TrendForceが2018年のICT産業および半導体などの周辺産業の10大トレンド予測を公開した。それによると、半導体の微細化競争が再燃するほか、小型LEDがスマートフォンのバックライトに採用される、太陽光発電市場を中国が牽引する、といったことが記されている。
以下に10大トレンドのタイトルのみを箇条書きで記す。
- 半導体ファウンドリ大手4社の微細化技術競争が再燃する
- 金融業界がブロックチェーンの商業展開を主導する
- 仮想現実市場はスタンドアローン・ヘッドフォンに注力する
- 先進的生体認証技術がスマートフォン市場に進出する
- 中国がグローバルな太陽光発電市場を動かす
- レベル4の自動運転車の実現で完全自動運転車へさらに近づく
- ミニLEDがスマートフォンのバックライトに採用される
- AIに基づくサービスの増加がクラウドおよびエッジコンピューティングを加速させる
- もっと多くのスマートフォンが全画面スクリーンを採用する
- 5G時代の到来は新しいアプリの需要を生み出す
クラウドコンピューティングへの従来のアプローチ手法は、データをクラウド上にアップロードし、その後、処理や分析を実施するというものであったが、より迅速なフィードバックを現場で得るためには、エッジコンピューティングを導入する必要が出てきた。

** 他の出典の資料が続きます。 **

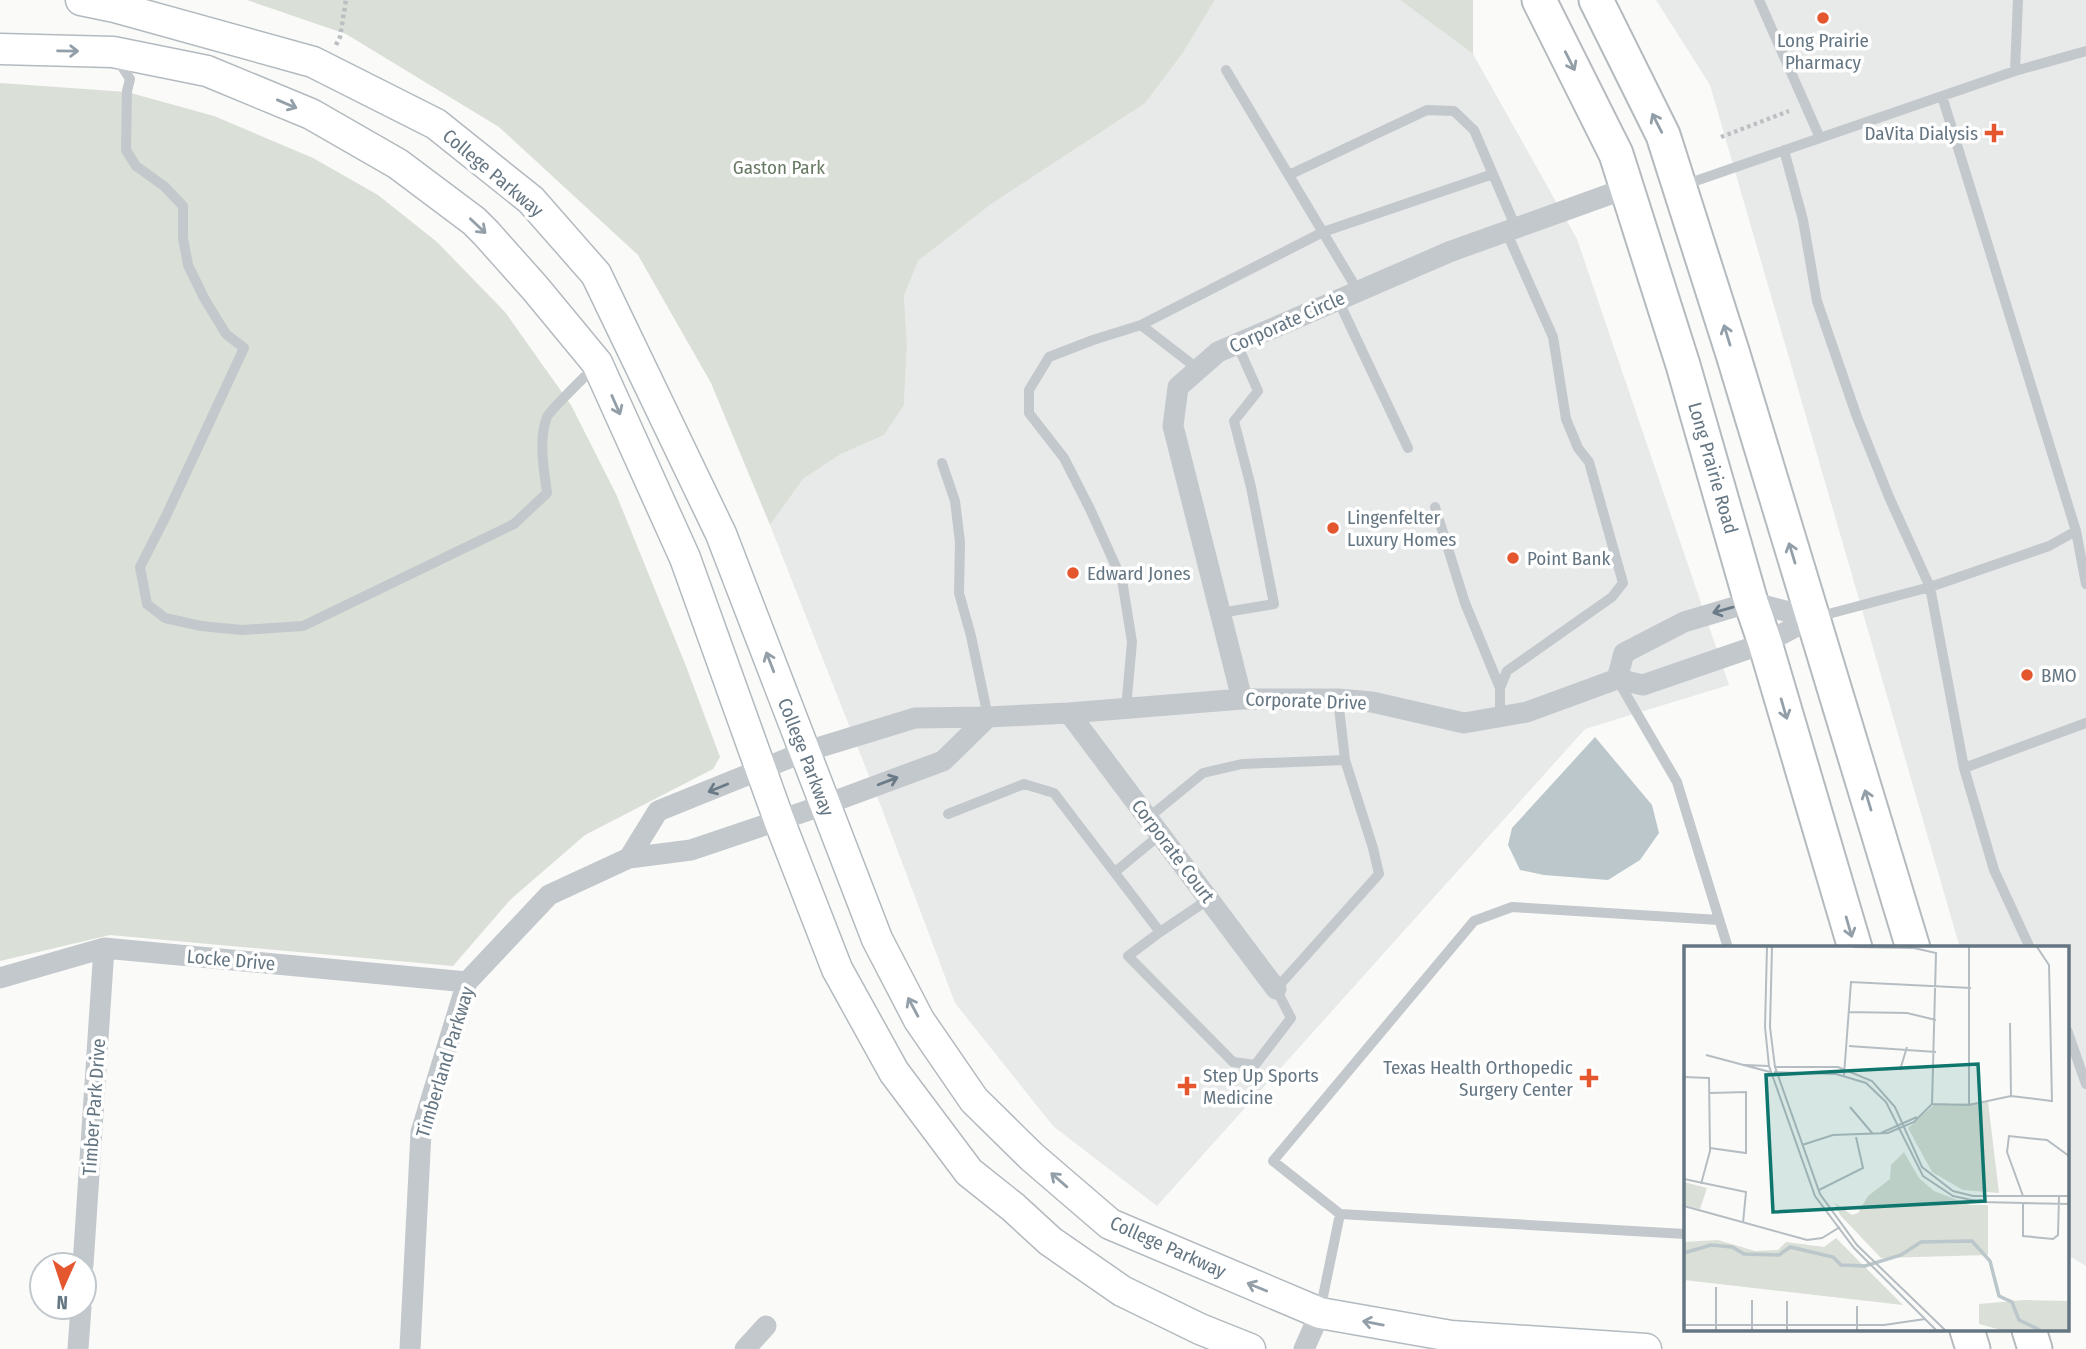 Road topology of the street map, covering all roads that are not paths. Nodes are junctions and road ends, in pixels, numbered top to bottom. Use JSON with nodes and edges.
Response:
{"nodes":[{"id":1,"x":81,"y":0,"type":"edge"},
{"id":2,"x":1539,"y":0,"type":"edge"},
{"id":3,"x":1596,"y":0,"type":"edge"},
{"id":4,"x":1759,"y":0,"type":"edge"},
{"id":5,"x":2018,"y":0,"type":"edge"},
{"id":6,"x":115,"y":7,"type":"junction"},
{"id":7,"x":0,"y":49,"type":"edge"},
{"id":8,"x":2086,"y":51,"type":"edge"},
{"id":9,"x":113,"y":52,"type":"junction"},
{"id":10,"x":1226,"y":70,"type":"dead end"},
{"id":11,"x":2015,"y":71,"type":"junction"},
{"id":12,"x":1942,"y":96,"type":"junction"},
{"id":13,"x":1820,"y":138,"type":"junction"},
{"id":14,"x":1784,"y":150,"type":"junction"},
{"id":15,"x":1493,"y":174,"type":"junction"},
{"id":16,"x":1289,"y":175,"type":"junction"},
{"id":17,"x":1680,"y":187,"type":"junction"},
{"id":18,"x":1627,"y":188,"type":"junction"},
{"id":19,"x":1511,"y":230,"type":"junction"},
{"id":20,"x":1323,"y":232,"type":"junction"},
{"id":21,"x":1358,"y":291,"type":"junction"},
{"id":22,"x":1338,"y":300,"type":"junction"},
{"id":23,"x":1141,"y":325,"type":"junction"},
{"id":24,"x":630,"y":342,"type":"junction"},
{"id":25,"x":1237,"y":344,"type":"junction"},
{"id":26,"x":597,"y":363,"type":"junction"},
{"id":27,"x":1198,"y":369,"type":"junction"},
{"id":28,"x":1408,"y":448,"type":"dead end"},
{"id":29,"x":942,"y":463,"type":"dead end"},
{"id":30,"x":1435,"y":507,"type":"dead end"},
{"id":31,"x":2076,"y":531,"type":"junction"},
{"id":32,"x":2086,"y":584,"type":"edge"},
{"id":33,"x":1930,"y":587,"type":"junction"},
{"id":34,"x":1751,"y":602,"type":"junction"},
{"id":35,"x":1220,"y":613,"type":"junction"},
{"id":36,"x":1812,"y":618,"type":"junction"},
{"id":37,"x":1765,"y":643,"type":"junction"},
{"id":38,"x":1617,"y":680,"type":"junction"},
{"id":39,"x":1500,"y":688,"type":"junction"},
{"id":40,"x":1242,"y":699,"type":"junction"},
{"id":41,"x":1338,"y":699,"type":"junction"},
{"id":42,"x":1126,"y":708,"type":"junction"},
{"id":43,"x":1069,"y":713,"type":"junction"},
{"id":44,"x":988,"y":717,"type":"junction"},
{"id":45,"x":1500,"y":717,"type":"junction"},
{"id":46,"x":2086,"y":723,"type":"edge"},
{"id":47,"x":804,"y":752,"type":"junction"},
{"id":48,"x":1345,"y":760,"type":"junction"},
{"id":49,"x":1964,"y":768,"type":"junction"},
{"id":50,"x":761,"y":770,"type":"junction"},
{"id":51,"x":824,"y":805,"type":"junction"},
{"id":52,"x":948,"y":814,"type":"dead end"},
{"id":53,"x":779,"y":820,"type":"junction"},
{"id":54,"x":1154,"y":826,"type":"junction"},
{"id":55,"x":629,"y":858,"type":"junction"},
{"id":56,"x":1115,"y":872,"type":"junction"},
{"id":57,"x":1209,"y":899,"type":"junction"},
{"id":58,"x":1719,"y":920,"type":"junction"},
{"id":59,"x":1160,"y":932,"type":"junction"},
{"id":60,"x":1727,"y":946,"type":"edge"},
{"id":61,"x":1854,"y":946,"type":"edge"},
{"id":62,"x":1912,"y":946,"type":"edge"},
{"id":63,"x":2029,"y":946,"type":"edge"},
{"id":64,"x":104,"y":948,"type":"junction"},
{"id":65,"x":0,"y":978,"type":"edge"},
{"id":66,"x":467,"y":982,"type":"junction"},
{"id":67,"x":1276,"y":989,"type":"junction"},
{"id":68,"x":2068,"y":1033,"type":"edge"},
{"id":69,"x":2086,"y":1084,"type":"edge"},
{"id":70,"x":1340,"y":1214,"type":"junction"},
{"id":71,"x":1684,"y":1234,"type":"edge"},
{"id":72,"x":84,"y":1251,"type":"edge"},
{"id":73,"x":1320,"y":1313,"type":"junction"},
{"id":74,"x":80,"y":1321,"type":"edge"},
{"id":75,"x":766,"y":1326,"type":"dead end"},
{"id":76,"x":1968,"y":1332,"type":"edge"},
{"id":77,"x":2030,"y":1332,"type":"edge"},
{"id":78,"x":78,"y":1349,"type":"edge"},
{"id":79,"x":411,"y":1349,"type":"edge"},
{"id":80,"x":745,"y":1349,"type":"edge"},
{"id":81,"x":1250,"y":1349,"type":"edge"},
{"id":82,"x":1304,"y":1349,"type":"edge"},
{"id":83,"x":1646,"y":1349,"type":"edge"},
{"id":84,"x":1973,"y":1349,"type":"edge"},
{"id":85,"x":2035,"y":1349,"type":"edge"}],
"edges":[{"from":1,"to":6,"type":"main road","name":"College Parkway"},
{"from":2,"to":18,"type":"main road","name":"Long Prairie Road","one_way":true},
{"from":17,"to":3,"type":"main road","one_way":true},
{"from":4,"to":13,"type":"lane"},
{"from":5,"to":11,"type":"lane"},
{"from":6,"to":9,"type":"main road"},
{"from":6,"to":24,"type":"main road","name":"College Parkway"},
{"from":7,"to":9,"type":"main road","one_way":true},
{"from":8,"to":11,"type":"lane"},
{"from":9,"to":26,"type":"main road","one_way":true},
{"from":9,"to":26,"type":"lane"},
{"from":10,"to":16,"type":"lane"},
{"from":11,"to":12,"type":"lane"},
{"from":12,"to":13,"type":"lane"},
{"from":12,"to":31,"type":"lane"},
{"from":13,"to":14,"type":"lane"},
{"from":14,"to":17,"type":"lane"},
{"from":14,"to":33,"type":"lane"},
{"from":15,"to":16,"type":"lane"},
{"from":15,"to":19,"type":"lane"},
{"from":15,"to":20,"type":"lane"},
{"from":16,"to":20,"type":"lane"},
{"from":36,"to":17,"type":"main road","one_way":true},
{"from":18,"to":19,"type":"street","name":"Corporate Circle"},
{"from":18,"to":34,"type":"main road","name":"Long Prairie Road"},
{"from":19,"to":21,"type":"street","name":"Corporate Circle"},
{"from":19,"to":39,"type":"lane"},
{"from":20,"to":21,"type":"lane"},
{"from":20,"to":23,"type":"lane"},
{"from":21,"to":22,"type":"street","name":"Corporate Circle"},
{"from":22,"to":25,"type":"street","name":"Corporate Circle"},
{"from":22,"to":28,"type":"lane"},
{"from":23,"to":27,"type":"lane"},
{"from":23,"to":42,"type":"lane"},
{"from":24,"to":26,"type":"main road"},
{"from":47,"to":24,"type":"main road","name":"College Parkway","one_way":true},
{"from":25,"to":27,"type":"street","name":"Corporate Circle"},
{"from":25,"to":35,"type":"lane"},
{"from":26,"to":50,"type":"main road","one_way":true},
{"from":27,"to":35,"type":"street","name":"Corporate Circle"},
{"from":29,"to":44,"type":"lane"},
{"from":30,"to":39,"type":"lane"},
{"from":31,"to":32,"type":"lane"},
{"from":31,"to":33,"type":"lane"},
{"from":33,"to":36,"type":"lane"},
{"from":33,"to":49,"type":"lane"},
{"from":34,"to":36,"type":"street"},
{"from":34,"to":37,"type":"main road","name":"Long Prairie Road"},
{"from":34,"to":38,"type":"street","one_way":true},
{"from":35,"to":40,"type":"street","name":"Corporate Circle"},
{"from":36,"to":37,"type":"street","name":"Corporate Drive"},
{"from":62,"to":36,"type":"main road","one_way":true},
{"from":37,"to":38,"type":"street","name":"Corporate Drive"},
{"from":37,"to":61,"type":"main road","name":"Long Prairie Road","one_way":true},
{"from":38,"to":45,"type":"street","name":"Corporate Drive"},
{"from":38,"to":58,"type":"lane"},
{"from":39,"to":45,"type":"lane"},
{"from":40,"to":41,"type":"street","name":"Corporate Drive"},
{"from":40,"to":42,"type":"street","name":"Corporate Drive"},
{"from":41,"to":45,"type":"street","name":"Corporate Drive"},
{"from":41,"to":48,"type":"lane"},
{"from":42,"to":43,"type":"street","name":"Corporate Drive"},
{"from":43,"to":44,"type":"street","name":"Corporate Drive"},
{"from":43,"to":54,"type":"street","name":"Corporate Court"},
{"from":44,"to":47,"type":"street","name":"Corporate Drive"},
{"from":51,"to":44,"type":"street","one_way":true},
{"from":46,"to":49,"type":"lane"},
{"from":47,"to":50,"type":"street"},
{"from":47,"to":51,"type":"main road","name":"College Parkway"},
{"from":48,"to":54,"type":"lane"},
{"from":48,"to":67,"type":"lane"},
{"from":49,"to":63,"type":"lane"},
{"from":50,"to":53,"type":"main road"},
{"from":50,"to":55,"type":"street","one_way":true},
{"from":51,"to":53,"type":"street","name":"Timberland Parkway"},
{"from":73,"to":51,"type":"main road","name":"College Parkway","one_way":true},
{"from":52,"to":56,"type":"lane"},
{"from":53,"to":55,"type":"street","name":"Timberland Parkway"},
{"from":53,"to":81,"type":"main road"},
{"from":54,"to":56,"type":"lane"},
{"from":54,"to":57,"type":"street","name":"Corporate Court"},
{"from":55,"to":66,"type":"street","name":"Timberland Parkway"},
{"from":56,"to":59,"type":"lane"},
{"from":57,"to":59,"type":"lane"},
{"from":57,"to":67,"type":"street","name":"Corporate Court"},
{"from":58,"to":60,"type":"lane"},
{"from":58,"to":70,"type":"lane"},
{"from":59,"to":67,"type":"lane"},
{"from":64,"to":65,"type":"street","name":"Locke Drive"},
{"from":64,"to":66,"type":"street","name":"Locke Drive"},
{"from":64,"to":72,"type":"street","name":"Timber Park Drive"},
{"from":66,"to":79,"type":"street","name":"Timberland Parkway"},
{"from":68,"to":69,"type":"lane"},
{"from":70,"to":71,"type":"lane"},
{"from":70,"to":73,"type":"lane"},
{"from":73,"to":82,"type":"street"},
{"from":83,"to":73,"type":"main road","name":"College Parkway","one_way":true},
{"from":74,"to":78,"type":"street"},
{"from":75,"to":80,"type":"street"},
{"from":76,"to":84,"type":"main road"},
{"from":77,"to":85,"type":"main road"}]}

そうなると、エッジ側にも高い処理性能が求められるようになる。TrendForceでは、2018年には、エッジコンピューティングが本格的に立ち上がることで、デジタルデータのさらなる効果的かつ価値のある利用がさらに進むと見ている。また、ブロックチェーンの活用も2017年に実用段階に突入。2018年には、大規模な市場テストが進み、さまざまなアプリケーションの実現可能性が模索されることが期待されるが、その主導権は金融業界にあり、彼らは当局と協力する形で業界標準の策定が進められることが見込まれるという。
また、そうしたアプリケーションを活用するためのモバイルワイヤレス分野での進展も2018年に起こることが予想されている。特に5Gの商用化は、冬季五輪が開催される韓国のほか、日本、米国、中国などが積極的に展開していくことが見込まれるほか、次世代Wi-Fi技術である802.11axやBluetooth Meshの普及なども期待されるとしている。
アプリケーション分野では、VRヘッドセット分野がスタンドアロンの無線ヘッドセットの開発が進むことが期待される。また、スマートフォン分野ではiPhone Xが3D顔認識技術を導入したように、他のブランドも先進的な生体認識技術を導入することが期待されるほか、全画面ディスプレイの採用比率が高まることが期待される。さらに、バックライト技術としても、サイズが100μm未満のマイクロLEDの実用化には技術的な課題が多いため、その前段階となるサイズ100μm~200μmのミニ(小型)LEDをフレキシブル基板上に設置するようになることが予想され、実際に多くのサンプル製品のデモが各所で実施される可能性が高いとTrendForceでは見ている。
さらに、アプリケーションの性能を左右する半導体分野については、車載向けには、自動運転のレベル4の実現に向けた半導体チップの出荷が開始される見通しであるほか、10/7nmプロセスに対応するファウンドリもTSMC、Samsung Electronicsの2社からIntel、GLOBALFOUNDRIESも加わり4社が提供することになる見通しで、プロセス技術としてはほぼ横一線で並ぶこととなる見通しだ。そのため2018年には、IntelとTSMCがスマートフォン向けアプリケーションプロセッサ市場で競合する可能性がでてくるほか、SamsungはファウンドリをシステムLSI事業から切り離した初年度となり、7nmプロセスにEUVを投入することで、他の競合企業との差別化を図ることが見込まれるとTrendForceでは説明している。
なお、このほか、太陽光発電市場にもTrendForceは言及している。2017年の太陽電池による世界の発電需要は100GWを超えることが予測されており、そのうちの50%を中国が占めるという。こうした中国の太陽光発電市場に対する貢献は2019年まで継続することが見込まれるとTrendForceでは説明するほか、中国の太陽光発電メーカーの製品が、世界の太陽光発電能力の70%以上を占めるとも推定しており、価格、生産能力、技術の幅広い分野にわたって、中国メーカーの発展が世界の太陽光発電産業そのものに直接的な影響力を及ぼす可能性が高いとしている。